→ **Collected data**

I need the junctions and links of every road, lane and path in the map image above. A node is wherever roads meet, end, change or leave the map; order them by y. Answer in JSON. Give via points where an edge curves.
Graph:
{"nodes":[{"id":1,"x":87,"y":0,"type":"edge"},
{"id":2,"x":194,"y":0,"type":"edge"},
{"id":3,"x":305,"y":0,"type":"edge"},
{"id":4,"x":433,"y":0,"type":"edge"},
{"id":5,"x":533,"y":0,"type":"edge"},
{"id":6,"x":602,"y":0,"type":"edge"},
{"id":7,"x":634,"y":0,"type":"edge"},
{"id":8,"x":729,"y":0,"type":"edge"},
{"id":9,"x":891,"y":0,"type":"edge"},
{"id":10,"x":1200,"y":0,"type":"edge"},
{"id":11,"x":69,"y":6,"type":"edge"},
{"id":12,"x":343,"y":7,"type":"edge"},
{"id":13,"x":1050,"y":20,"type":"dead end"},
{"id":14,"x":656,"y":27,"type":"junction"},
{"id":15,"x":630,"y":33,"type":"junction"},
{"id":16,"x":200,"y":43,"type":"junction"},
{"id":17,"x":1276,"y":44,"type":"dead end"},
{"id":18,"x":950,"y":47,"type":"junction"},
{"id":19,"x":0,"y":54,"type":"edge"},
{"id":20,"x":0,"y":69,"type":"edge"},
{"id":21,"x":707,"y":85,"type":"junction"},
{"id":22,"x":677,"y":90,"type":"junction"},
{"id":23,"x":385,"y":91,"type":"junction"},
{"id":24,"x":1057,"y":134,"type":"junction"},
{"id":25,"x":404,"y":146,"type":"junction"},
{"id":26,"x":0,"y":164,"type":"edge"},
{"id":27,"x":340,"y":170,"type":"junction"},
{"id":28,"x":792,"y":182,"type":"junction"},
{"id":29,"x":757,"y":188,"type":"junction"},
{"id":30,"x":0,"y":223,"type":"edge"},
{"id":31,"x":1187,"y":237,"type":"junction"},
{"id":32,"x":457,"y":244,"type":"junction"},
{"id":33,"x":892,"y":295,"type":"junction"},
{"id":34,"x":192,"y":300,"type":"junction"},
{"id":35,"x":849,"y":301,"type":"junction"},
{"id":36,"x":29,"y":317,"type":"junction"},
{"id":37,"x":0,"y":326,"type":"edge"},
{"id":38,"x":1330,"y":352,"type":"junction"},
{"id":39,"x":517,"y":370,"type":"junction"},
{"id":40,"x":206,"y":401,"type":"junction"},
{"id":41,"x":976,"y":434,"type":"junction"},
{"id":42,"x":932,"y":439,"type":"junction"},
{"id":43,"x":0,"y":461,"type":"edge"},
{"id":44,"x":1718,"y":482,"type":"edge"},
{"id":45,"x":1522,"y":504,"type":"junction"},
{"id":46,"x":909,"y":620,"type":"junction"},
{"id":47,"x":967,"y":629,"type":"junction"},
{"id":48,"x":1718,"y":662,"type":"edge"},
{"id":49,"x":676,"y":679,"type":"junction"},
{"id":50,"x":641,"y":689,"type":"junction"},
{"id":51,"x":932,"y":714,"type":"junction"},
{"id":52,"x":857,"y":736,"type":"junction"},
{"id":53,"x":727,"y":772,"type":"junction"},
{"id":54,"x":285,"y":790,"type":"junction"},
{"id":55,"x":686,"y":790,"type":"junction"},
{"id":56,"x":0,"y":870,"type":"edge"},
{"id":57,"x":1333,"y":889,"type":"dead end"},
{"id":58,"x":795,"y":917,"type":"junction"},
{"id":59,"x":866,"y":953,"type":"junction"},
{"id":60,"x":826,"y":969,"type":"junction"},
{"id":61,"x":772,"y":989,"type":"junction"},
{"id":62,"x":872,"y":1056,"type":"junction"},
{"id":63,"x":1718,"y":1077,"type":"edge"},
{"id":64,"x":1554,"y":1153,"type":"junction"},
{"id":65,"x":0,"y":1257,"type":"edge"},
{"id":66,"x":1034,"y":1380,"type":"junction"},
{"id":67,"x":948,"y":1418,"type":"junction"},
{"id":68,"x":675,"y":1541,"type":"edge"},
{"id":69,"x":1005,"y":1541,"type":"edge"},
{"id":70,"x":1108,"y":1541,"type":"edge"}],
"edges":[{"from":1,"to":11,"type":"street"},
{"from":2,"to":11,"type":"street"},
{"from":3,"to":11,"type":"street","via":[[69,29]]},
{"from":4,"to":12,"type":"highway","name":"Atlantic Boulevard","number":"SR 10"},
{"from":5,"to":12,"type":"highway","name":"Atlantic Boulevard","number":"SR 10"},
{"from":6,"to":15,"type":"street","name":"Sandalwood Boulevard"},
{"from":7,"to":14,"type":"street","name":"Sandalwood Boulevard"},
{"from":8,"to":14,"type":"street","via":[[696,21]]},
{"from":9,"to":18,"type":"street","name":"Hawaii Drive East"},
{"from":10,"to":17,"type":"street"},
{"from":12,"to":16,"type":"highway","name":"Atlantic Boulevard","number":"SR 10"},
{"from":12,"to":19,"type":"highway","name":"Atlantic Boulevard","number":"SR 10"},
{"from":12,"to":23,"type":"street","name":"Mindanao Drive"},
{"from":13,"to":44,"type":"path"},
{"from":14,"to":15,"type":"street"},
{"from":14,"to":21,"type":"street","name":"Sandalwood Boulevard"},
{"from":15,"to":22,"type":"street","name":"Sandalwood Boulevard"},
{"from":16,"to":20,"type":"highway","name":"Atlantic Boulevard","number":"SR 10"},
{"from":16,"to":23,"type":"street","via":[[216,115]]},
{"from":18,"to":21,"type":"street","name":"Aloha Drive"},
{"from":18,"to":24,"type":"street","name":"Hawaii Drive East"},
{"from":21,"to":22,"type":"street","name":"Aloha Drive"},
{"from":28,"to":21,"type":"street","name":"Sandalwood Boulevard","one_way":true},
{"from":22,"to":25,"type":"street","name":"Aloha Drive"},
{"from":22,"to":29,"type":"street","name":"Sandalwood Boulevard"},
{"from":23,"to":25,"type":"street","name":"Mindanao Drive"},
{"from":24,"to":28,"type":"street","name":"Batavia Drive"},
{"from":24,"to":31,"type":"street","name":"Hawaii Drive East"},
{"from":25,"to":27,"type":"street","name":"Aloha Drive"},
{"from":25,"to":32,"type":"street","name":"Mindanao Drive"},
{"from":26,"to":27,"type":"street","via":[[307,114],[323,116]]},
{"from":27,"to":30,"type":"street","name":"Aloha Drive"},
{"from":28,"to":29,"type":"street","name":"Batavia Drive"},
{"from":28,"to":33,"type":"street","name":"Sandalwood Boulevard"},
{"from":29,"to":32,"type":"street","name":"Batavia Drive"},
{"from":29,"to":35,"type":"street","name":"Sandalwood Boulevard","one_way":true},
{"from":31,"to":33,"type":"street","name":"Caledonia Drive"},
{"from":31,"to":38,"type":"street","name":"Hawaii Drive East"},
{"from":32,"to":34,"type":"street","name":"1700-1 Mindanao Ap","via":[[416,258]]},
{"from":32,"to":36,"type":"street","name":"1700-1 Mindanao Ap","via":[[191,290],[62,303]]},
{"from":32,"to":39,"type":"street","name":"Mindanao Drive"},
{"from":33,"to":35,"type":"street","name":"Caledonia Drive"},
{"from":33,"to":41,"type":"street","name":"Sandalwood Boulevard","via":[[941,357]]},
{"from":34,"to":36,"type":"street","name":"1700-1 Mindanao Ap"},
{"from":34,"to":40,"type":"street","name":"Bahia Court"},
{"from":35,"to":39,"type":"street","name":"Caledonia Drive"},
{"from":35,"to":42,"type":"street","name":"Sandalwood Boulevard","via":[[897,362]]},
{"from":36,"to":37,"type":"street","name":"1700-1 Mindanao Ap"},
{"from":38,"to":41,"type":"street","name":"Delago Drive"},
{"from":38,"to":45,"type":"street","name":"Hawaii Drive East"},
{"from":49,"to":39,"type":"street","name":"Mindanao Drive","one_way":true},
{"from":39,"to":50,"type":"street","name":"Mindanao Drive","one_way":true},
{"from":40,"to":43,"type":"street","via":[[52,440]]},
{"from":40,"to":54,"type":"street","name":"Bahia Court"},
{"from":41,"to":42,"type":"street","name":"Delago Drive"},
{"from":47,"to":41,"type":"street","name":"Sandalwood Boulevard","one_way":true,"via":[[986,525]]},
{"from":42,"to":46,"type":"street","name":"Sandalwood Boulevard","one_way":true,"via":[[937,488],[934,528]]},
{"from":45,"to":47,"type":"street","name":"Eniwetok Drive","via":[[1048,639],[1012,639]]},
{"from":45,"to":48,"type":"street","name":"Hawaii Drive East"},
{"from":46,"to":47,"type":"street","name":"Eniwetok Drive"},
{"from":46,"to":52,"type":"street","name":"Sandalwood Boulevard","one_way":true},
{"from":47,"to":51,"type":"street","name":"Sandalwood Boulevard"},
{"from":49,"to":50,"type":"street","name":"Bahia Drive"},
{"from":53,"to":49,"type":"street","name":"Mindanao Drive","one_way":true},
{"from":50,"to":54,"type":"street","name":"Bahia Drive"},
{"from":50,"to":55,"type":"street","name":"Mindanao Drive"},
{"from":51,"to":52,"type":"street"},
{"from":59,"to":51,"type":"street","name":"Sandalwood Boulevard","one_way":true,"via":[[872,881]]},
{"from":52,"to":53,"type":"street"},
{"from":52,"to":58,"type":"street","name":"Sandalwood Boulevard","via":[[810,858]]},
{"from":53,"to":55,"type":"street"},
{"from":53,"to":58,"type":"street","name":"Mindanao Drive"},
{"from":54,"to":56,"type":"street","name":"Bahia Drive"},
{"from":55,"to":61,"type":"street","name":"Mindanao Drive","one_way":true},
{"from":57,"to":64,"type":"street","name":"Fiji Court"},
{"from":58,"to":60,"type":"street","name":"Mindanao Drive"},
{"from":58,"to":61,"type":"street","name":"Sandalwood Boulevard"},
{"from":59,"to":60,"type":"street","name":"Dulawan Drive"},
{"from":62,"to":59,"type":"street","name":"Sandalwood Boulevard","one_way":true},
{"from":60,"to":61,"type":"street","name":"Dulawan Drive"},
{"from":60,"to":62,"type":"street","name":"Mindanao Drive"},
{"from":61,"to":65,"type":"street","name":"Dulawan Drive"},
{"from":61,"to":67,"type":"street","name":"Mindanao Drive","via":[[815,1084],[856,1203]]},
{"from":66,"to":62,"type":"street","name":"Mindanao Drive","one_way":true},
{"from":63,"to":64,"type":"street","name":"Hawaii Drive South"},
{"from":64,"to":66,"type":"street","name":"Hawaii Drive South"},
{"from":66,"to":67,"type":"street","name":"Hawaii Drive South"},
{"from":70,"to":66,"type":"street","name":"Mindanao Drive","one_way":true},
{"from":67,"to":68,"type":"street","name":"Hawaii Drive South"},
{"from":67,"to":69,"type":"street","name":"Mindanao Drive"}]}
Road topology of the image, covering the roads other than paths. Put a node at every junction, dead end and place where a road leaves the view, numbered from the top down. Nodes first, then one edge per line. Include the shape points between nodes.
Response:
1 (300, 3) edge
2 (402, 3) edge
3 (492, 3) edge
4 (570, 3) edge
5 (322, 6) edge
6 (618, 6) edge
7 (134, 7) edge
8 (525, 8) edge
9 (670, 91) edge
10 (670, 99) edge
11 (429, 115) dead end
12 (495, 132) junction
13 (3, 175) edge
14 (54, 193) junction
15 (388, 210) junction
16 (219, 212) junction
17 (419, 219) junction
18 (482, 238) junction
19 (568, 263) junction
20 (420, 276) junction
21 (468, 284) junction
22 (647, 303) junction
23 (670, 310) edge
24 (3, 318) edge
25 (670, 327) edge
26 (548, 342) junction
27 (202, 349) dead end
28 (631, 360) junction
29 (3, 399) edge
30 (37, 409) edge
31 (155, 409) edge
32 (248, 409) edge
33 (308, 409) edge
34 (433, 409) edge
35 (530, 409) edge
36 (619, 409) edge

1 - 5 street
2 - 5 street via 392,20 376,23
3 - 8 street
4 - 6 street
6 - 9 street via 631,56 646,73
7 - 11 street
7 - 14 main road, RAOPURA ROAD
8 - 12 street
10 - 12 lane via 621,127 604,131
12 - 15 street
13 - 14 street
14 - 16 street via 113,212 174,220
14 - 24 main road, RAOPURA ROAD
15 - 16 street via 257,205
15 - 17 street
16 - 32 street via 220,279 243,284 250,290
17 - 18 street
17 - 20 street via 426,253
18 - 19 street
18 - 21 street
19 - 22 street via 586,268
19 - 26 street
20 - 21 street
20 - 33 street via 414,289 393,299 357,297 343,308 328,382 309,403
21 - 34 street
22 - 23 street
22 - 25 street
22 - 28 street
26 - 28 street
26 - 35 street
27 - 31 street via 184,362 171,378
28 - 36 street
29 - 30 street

→ **What is expected**
The answer is the line with "Road topology of" plus every line after it, printed exactly as they appear above.

→ **The completed task**
Road topology of the image, covering the roads other than paths. Put a node at every junction, dead end and place where a road leaves the view, numbered from the top down. Nodes first, then one edge per line. Include the shape points between nodes.
Response:
1 (300, 3) edge
2 (402, 3) edge
3 (492, 3) edge
4 (570, 3) edge
5 (322, 6) edge
6 (618, 6) edge
7 (134, 7) edge
8 (525, 8) edge
9 (670, 91) edge
10 (670, 99) edge
11 (429, 115) dead end
12 (495, 132) junction
13 (3, 175) edge
14 (54, 193) junction
15 (388, 210) junction
16 (219, 212) junction
17 (419, 219) junction
18 (482, 238) junction
19 (568, 263) junction
20 (420, 276) junction
21 (468, 284) junction
22 (647, 303) junction
23 (670, 310) edge
24 (3, 318) edge
25 (670, 327) edge
26 (548, 342) junction
27 (202, 349) dead end
28 (631, 360) junction
29 (3, 399) edge
30 (37, 409) edge
31 (155, 409) edge
32 (248, 409) edge
33 (308, 409) edge
34 (433, 409) edge
35 (530, 409) edge
36 (619, 409) edge

1 - 5 street
2 - 5 street via 392,20 376,23
3 - 8 street
4 - 6 street
6 - 9 street via 631,56 646,73
7 - 11 street
7 - 14 main road, RAOPURA ROAD
8 - 12 street
10 - 12 lane via 621,127 604,131
12 - 15 street
13 - 14 street
14 - 16 street via 113,212 174,220
14 - 24 main road, RAOPURA ROAD
15 - 16 street via 257,205
15 - 17 street
16 - 32 street via 220,279 243,284 250,290
17 - 18 street
17 - 20 street via 426,253
18 - 19 street
18 - 21 street
19 - 22 street via 586,268
19 - 26 street
20 - 21 street
20 - 33 street via 414,289 393,299 357,297 343,308 328,382 309,403
21 - 34 street
22 - 23 street
22 - 25 street
22 - 28 street
26 - 28 street
26 - 35 street
27 - 31 street via 184,362 171,378
28 - 36 street
29 - 30 street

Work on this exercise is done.